UA Professor Celebrated for Experimental Opera

Dr. Andrew Dewar with his synthesizer. i
Dr. Andrew Raffo Dewar works the synthesizer during the performance of his experimental opera “Volver.”

From the January 2020 Desktop News | Dr. Andrew Raffo Dewar, an associate professor in New College and the School of Music, was recently awarded the Robert M. Stevenson Prize by the Society for Ethnomusicology for his 2018 experimental opera, “Volver.”

The award is the highest honor given by the society to a composer, and is presented biennially to a composer who is also an ethnomusicologist for the creation of an original musical work.

The piece was commissioned by Experiments in Opera, a New York-based non-profit that seeks to redefine what is thought of as “opera” by incorporating new media and exploring collaborations between different types of artists. Dewar’s only requirement from Experiments in Opera was that he uses voice and a modular synthesizer to tell a story—the rest was up to him.

Dewar’s opera is inspired by Francisco E. Balderrama’s book “A Decade of Betrayal” about the 1930s return of Mexican-Americans to Mexico. “Volver” explores the stories of two Mexican-Americans who were deported to Mexico, one of whom was a citizen born in the US, and a mid-level bureaucratic official for Los Angeles County who participated in returning Mexican-Americans to Mexico. Instead of having singers perform the text of the interviews, Dewar uses the original recordings collected by scholar Christine Valenciana in the early 1970s.

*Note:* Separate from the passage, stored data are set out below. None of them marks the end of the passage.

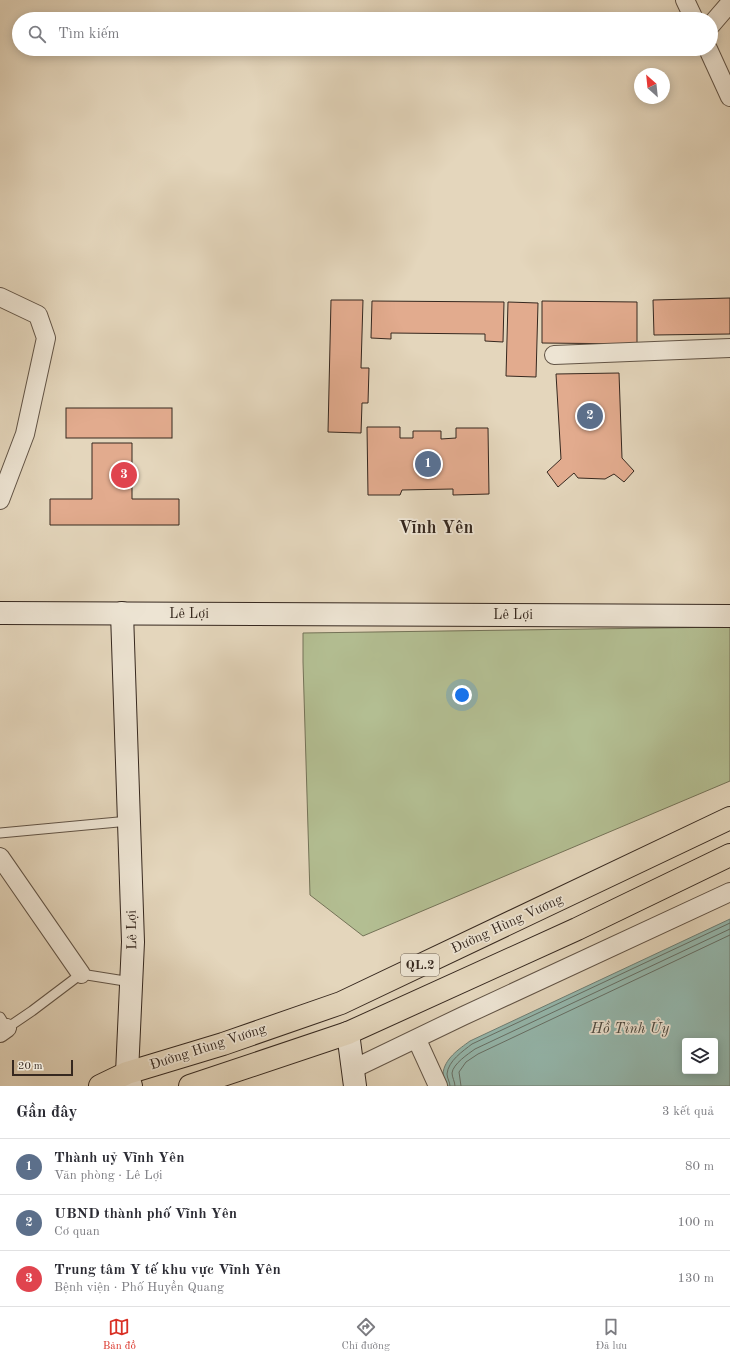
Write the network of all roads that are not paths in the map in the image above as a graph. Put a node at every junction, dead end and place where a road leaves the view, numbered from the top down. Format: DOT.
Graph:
graph roads {
  1 [pos="685,0"];
  2 [pos="730,3"];
  3 [pos="691,12"];
  4 [pos="718,17"];
  5 [pos="711,56"];
  6 [pos="730,97"];
  7 [pos="0,296"];
  8 [pos="730,348"];
  9 [pos="554,355"];
  10 [pos="0,500"];
  11 [pos="0,613"];
  12 [pos="122,613"];
  13 [pos="730,616"];
  14 [pos="730,818"];
  15 [pos="129,821"];
  16 [pos="0,833"];
  17 [pos="730,855"];
  18 [pos="0,857"];
  19 [pos="730,892"];
  20 [pos="81,974"];
  21 [pos="131,982"];
  22 [pos="2,1026"];
  23 [pos="348,1033"];
  24 [pos="417,1040"];
  25 [pos="354,1078"];
  26 [pos="129,1080"];
  27 [pos="100,1086"];
  28 [pos="190,1086"];
  29 [pos="438,1086"];
  1 -- 3 [label="street"];
  2 -- 4 [label="street"];
  5 -- 6 [label="street"];
  7 -- 10 [label="street"];
  8 -- 9 [label="street"];
  11 -- 12 [label="street"];
  12 -- 13 [label="street, Lê Lợi"];
  12 -- 15 [label="street, Lê Lợi"];
  14 -- 26 [label="main road, Đường Hùng Vương / QL.2"];
  15 -- 16 [label="lane"];
  15 -- 21 [label="street, Lê Lợi"];
  17 -- 23 [label="main road, QL.2"];
  18 -- 20 [label="street"];
  19 -- 24 [label="street"];
  20 -- 21 [label="lane"];
  20 -- 22 [label="lane"];
  21 -- 26 [label="street, Lê Lợi"];
  23 -- 25 [label="street"];
  23 -- 28 [label="main road, QL.2"];
  24 -- 25 [label="street"];
  24 -- 29 [label="street"];
  26 -- 27 [label="main road, Đường Hùng Vương / QL.2"];
}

“There’s so much character in the original voices that it seemed a shame not to make them the centerpiece because they’re so rich and interesting,” Dewar said. “The people speaking actually went through what they’re talking about–and I think that has an impact.”

While the story unfolds, a mysterious figure observes from the back of the stage, responding in indistinguishable sounds to the conversation. Electronic music from a synthesizer adds to this, entirely derived from and controlled by the sounds of both the interview recordings and the singer, which allows the piece to be slightly different each time it is performed.

Dewar hopes to expand the piece in the near future, whether that’s lengthening it into a one-act opera, including a small orchestra, or adding more visual elements to enhance the story.